Alcide Giuseppe Marina, C.M. (24 March 1887 – 17 September 1950) was an Italian prelate of the Catholic Church who worked as an educator and superior of the Vincentians until 1936 and then in the diplomatic service of the Holy See.

==Biography==
Alcide Marina was born in Santimento, a village near Piacenza, Italy, on 24 March 1887. He studied at the local seminary and then at the Collegio Alberoni. He took his first vows as a Vincentian on 25 December 1906 and then studied at the congregation's seminary at Montecitorio in Rome. After an interruption of his studies for military service, he was ordained a priest on 18 December 1909. He then taught at the Alberoni and at San Jacopo in Florence. He returned to the military from 1915 to 1919 as a chaplain during World War I.

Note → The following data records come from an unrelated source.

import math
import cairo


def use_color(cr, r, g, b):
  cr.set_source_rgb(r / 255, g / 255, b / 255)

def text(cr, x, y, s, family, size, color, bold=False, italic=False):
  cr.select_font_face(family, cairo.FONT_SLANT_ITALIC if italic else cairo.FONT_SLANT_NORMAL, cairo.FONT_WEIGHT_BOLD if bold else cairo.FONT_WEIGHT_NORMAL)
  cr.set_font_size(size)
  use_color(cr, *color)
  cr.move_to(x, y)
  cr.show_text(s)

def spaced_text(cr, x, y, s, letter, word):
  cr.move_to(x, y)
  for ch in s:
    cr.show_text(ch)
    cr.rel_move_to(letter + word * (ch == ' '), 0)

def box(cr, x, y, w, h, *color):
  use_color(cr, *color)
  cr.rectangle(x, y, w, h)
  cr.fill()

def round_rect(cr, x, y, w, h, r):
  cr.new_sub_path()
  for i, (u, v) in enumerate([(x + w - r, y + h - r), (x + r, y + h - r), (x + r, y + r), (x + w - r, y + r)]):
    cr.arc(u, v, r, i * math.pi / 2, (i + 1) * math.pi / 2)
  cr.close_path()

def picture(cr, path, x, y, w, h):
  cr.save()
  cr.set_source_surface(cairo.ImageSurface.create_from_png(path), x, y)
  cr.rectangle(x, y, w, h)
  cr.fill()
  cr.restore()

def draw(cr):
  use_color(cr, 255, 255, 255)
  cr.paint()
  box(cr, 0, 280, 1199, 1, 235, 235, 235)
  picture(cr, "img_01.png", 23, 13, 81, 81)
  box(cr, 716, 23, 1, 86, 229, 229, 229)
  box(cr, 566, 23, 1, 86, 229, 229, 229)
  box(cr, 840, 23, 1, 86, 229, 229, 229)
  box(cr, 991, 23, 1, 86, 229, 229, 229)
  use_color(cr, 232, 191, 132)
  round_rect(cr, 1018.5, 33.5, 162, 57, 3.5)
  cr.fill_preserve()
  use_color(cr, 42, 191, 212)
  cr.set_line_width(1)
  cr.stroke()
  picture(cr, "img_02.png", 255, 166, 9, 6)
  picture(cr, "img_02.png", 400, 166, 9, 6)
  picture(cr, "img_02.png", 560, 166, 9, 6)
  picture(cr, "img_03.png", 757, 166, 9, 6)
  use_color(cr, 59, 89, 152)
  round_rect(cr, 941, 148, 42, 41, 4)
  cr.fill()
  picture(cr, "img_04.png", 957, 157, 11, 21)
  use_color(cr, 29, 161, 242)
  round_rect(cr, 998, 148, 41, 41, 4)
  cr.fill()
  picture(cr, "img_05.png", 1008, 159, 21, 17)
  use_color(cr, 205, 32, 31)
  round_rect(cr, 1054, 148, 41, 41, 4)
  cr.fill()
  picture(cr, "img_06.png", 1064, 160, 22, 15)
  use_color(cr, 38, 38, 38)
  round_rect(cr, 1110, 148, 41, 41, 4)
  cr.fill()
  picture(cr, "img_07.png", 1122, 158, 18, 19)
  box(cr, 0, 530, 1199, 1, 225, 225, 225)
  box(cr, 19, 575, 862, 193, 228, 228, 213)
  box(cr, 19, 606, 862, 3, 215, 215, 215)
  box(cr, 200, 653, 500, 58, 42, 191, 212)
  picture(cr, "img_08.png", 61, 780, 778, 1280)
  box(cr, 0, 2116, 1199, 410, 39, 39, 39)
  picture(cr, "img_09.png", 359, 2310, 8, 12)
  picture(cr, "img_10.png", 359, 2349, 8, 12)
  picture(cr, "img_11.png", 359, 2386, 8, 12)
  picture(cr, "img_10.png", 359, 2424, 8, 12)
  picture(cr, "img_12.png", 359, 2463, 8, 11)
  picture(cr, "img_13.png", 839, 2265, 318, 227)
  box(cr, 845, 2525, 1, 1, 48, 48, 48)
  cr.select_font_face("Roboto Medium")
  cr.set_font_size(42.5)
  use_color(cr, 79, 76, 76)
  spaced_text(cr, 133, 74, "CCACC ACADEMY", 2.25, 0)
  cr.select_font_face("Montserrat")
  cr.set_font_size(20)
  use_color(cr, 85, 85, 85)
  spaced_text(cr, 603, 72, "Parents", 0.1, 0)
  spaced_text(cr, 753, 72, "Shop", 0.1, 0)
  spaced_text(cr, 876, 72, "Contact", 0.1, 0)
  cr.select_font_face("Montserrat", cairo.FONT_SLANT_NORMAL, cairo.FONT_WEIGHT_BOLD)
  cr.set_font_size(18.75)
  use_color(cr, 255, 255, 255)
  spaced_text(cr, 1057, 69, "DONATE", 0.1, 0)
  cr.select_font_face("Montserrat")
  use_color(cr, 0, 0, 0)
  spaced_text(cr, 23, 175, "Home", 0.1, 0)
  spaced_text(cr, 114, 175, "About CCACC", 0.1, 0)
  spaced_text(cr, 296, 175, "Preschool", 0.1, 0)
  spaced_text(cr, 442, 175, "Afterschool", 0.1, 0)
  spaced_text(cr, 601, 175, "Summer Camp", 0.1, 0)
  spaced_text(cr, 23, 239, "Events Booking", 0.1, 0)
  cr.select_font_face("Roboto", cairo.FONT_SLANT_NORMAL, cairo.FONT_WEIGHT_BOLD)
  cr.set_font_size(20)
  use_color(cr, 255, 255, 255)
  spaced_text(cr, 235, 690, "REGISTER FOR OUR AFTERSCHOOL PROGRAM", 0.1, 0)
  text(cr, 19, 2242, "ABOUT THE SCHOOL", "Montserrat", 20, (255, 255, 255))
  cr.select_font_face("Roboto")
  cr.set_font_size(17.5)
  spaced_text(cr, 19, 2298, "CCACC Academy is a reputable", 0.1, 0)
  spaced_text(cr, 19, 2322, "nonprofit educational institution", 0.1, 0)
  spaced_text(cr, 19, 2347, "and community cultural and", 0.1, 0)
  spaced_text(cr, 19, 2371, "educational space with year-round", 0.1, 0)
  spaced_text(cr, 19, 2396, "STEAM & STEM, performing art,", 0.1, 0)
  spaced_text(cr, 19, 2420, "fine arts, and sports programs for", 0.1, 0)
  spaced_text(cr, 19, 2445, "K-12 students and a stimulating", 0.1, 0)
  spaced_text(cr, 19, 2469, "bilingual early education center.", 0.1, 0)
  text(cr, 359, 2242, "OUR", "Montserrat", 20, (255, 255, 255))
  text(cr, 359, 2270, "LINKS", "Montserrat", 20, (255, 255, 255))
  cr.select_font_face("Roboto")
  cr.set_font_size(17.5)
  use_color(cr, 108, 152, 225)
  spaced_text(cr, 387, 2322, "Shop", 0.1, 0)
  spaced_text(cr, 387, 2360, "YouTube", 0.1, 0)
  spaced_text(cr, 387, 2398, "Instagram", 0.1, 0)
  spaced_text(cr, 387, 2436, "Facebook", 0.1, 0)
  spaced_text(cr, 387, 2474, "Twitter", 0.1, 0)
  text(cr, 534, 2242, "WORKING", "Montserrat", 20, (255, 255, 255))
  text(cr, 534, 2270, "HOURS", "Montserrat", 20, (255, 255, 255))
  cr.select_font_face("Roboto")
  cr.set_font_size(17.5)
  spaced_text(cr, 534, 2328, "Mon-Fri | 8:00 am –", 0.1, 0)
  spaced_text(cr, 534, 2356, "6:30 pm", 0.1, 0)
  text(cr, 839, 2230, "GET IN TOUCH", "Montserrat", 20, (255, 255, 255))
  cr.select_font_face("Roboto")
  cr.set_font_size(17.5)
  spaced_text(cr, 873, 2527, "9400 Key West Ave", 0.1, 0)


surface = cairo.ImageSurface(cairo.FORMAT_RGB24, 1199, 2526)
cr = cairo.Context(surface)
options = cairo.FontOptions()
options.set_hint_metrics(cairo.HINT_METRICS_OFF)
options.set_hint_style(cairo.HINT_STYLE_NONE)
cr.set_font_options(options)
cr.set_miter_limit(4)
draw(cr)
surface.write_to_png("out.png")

After the war he returned to teaching and began his fifteen years in charge of the Vincentians' principal Italian-language publication, the Annali della Mission, moving its operations to Rome, where he directed the Pontifical Liturgical Academy and as editor transformed Ephemerides Liturgicae, the oldest international Catholic journal regarding the liturgy, a publication that had close links to the Congregation for Rites. From 1921 to 1932 he headed the Collegio Alberoni as well. There he initiated a revival of studies devoted to Thomas Aquinas and undertook the translation into Italian of the works of the founder of the Congregation of the Mission, St Vincent de Paul, as well as the expansion of its science program and art gallery. (Note: His work at Alberoni was crucial in the formation of the liturgist Annibale Bugnini.) As Provincial superior he led the Roman province of the Vincentians from 1932 to 1936.

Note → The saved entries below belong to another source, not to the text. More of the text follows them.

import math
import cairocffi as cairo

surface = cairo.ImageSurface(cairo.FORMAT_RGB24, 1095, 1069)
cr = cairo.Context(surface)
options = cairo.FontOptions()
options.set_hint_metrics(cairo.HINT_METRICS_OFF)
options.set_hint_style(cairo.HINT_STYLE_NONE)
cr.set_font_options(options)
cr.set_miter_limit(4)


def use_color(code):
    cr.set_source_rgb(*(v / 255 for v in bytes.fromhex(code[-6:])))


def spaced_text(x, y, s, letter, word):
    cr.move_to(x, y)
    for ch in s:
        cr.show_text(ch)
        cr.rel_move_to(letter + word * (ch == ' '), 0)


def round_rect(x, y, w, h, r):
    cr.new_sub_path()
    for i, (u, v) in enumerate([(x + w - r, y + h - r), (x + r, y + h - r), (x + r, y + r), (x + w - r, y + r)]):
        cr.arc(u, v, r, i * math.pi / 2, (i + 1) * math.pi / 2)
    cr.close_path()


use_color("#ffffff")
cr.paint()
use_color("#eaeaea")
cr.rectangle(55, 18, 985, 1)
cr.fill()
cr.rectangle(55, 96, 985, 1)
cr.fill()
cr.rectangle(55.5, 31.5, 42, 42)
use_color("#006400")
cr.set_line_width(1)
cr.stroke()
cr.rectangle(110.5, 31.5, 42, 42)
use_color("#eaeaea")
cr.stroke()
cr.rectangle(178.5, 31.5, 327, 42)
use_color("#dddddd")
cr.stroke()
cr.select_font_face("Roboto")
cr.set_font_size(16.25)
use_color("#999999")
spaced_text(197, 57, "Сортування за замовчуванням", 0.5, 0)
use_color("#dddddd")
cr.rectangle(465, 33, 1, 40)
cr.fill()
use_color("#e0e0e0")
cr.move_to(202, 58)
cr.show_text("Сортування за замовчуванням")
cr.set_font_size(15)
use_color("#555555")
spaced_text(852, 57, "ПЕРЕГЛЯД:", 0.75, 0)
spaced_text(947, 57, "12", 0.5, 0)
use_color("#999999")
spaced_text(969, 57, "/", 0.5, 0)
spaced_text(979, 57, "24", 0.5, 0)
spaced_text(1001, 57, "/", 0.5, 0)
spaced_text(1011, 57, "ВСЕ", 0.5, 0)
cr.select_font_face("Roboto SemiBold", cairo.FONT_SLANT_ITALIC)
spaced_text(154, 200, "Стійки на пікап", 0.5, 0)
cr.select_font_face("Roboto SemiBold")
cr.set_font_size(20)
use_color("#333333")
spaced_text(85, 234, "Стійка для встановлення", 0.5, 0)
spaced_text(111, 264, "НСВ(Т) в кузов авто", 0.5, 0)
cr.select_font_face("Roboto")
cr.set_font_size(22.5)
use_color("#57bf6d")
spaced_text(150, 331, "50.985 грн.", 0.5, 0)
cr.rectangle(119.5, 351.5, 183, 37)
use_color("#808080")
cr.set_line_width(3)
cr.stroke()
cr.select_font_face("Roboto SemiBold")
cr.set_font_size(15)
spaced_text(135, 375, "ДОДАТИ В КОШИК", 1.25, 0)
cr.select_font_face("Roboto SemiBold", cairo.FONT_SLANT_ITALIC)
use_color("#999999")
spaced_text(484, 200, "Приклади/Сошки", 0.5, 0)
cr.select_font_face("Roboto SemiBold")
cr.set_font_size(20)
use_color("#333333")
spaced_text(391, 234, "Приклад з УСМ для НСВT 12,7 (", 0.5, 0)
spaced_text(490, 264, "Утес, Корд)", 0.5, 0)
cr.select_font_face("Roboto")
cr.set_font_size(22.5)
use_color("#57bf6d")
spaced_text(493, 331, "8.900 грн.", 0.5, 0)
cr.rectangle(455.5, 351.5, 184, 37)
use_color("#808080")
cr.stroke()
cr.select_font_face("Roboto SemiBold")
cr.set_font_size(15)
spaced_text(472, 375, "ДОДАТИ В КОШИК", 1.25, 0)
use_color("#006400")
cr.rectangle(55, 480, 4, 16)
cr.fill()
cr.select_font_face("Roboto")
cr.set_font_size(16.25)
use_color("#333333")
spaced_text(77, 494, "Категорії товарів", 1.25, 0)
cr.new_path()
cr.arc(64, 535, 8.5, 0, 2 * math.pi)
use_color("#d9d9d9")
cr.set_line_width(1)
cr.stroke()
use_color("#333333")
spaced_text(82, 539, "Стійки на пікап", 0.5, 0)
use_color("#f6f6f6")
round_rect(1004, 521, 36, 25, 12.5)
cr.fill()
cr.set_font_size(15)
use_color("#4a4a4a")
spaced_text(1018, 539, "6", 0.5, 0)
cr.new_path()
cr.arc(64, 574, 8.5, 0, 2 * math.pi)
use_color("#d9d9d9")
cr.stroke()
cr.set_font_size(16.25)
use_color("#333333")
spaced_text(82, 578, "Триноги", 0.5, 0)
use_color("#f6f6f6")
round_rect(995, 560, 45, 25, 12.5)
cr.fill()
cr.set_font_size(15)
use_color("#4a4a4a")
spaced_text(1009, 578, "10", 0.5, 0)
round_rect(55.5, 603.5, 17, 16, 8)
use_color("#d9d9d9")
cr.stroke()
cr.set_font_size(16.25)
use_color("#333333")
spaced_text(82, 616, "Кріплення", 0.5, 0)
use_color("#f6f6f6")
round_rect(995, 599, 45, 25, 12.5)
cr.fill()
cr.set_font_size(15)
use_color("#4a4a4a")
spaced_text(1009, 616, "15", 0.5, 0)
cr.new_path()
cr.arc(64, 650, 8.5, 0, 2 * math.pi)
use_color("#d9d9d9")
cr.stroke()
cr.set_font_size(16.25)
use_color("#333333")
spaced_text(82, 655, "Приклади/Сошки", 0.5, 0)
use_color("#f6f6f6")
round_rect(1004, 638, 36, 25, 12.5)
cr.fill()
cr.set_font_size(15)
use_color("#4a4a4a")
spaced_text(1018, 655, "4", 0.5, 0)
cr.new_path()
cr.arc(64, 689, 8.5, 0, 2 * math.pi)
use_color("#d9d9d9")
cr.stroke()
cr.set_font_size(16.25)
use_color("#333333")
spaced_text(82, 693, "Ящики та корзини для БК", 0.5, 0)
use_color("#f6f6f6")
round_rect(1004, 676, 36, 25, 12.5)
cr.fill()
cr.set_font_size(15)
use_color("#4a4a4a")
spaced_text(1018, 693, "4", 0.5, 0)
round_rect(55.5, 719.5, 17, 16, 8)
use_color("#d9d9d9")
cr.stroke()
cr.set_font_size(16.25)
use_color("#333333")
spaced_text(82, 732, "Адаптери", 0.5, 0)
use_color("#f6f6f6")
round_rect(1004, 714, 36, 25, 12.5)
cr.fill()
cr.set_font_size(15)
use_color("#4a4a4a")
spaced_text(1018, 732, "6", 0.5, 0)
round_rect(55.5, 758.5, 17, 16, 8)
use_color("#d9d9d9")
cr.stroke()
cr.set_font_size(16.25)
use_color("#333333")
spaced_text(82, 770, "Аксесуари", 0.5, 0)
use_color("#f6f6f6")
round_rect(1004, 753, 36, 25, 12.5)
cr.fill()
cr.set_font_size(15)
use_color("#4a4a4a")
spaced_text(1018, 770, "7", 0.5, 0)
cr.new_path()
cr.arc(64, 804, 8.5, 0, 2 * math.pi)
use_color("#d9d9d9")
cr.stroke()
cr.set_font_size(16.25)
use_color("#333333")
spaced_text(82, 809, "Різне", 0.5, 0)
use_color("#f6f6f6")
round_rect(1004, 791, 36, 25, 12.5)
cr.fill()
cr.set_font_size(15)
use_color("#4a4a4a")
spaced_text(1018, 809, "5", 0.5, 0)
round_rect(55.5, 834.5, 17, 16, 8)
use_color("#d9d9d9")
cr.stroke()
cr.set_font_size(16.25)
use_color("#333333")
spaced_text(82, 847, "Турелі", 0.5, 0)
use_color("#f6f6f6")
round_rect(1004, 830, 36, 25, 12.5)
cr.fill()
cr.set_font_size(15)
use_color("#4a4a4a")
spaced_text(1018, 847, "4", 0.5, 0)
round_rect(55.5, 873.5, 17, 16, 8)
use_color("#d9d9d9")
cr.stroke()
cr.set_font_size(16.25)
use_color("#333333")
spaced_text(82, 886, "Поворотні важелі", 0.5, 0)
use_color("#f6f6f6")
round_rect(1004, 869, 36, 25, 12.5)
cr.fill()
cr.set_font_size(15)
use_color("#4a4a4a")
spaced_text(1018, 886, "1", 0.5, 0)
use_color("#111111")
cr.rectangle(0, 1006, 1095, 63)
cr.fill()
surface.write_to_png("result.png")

On 7 March 1936, Pope Pius XI appointed him a titular archbishop and Apostolic Delegate to Iran. He received his episcopal consecration on 24 May 1936 at the hands of the Secretary of State Cardinal Eugenio Pacelli.

On 18 April 1945, Pope Pius reassigned Marina to be Apostolic Delegate to Turkey and again on 22 March to be Apostolic Nuncio to Lebanon. He was also Apostolic Administrator of Constantinople from 1945 to 18 May 1947.

He died in Rome on 17 September 1950 at the age of 63.

A street in Piacenza is named for him, Via Alcide Marina.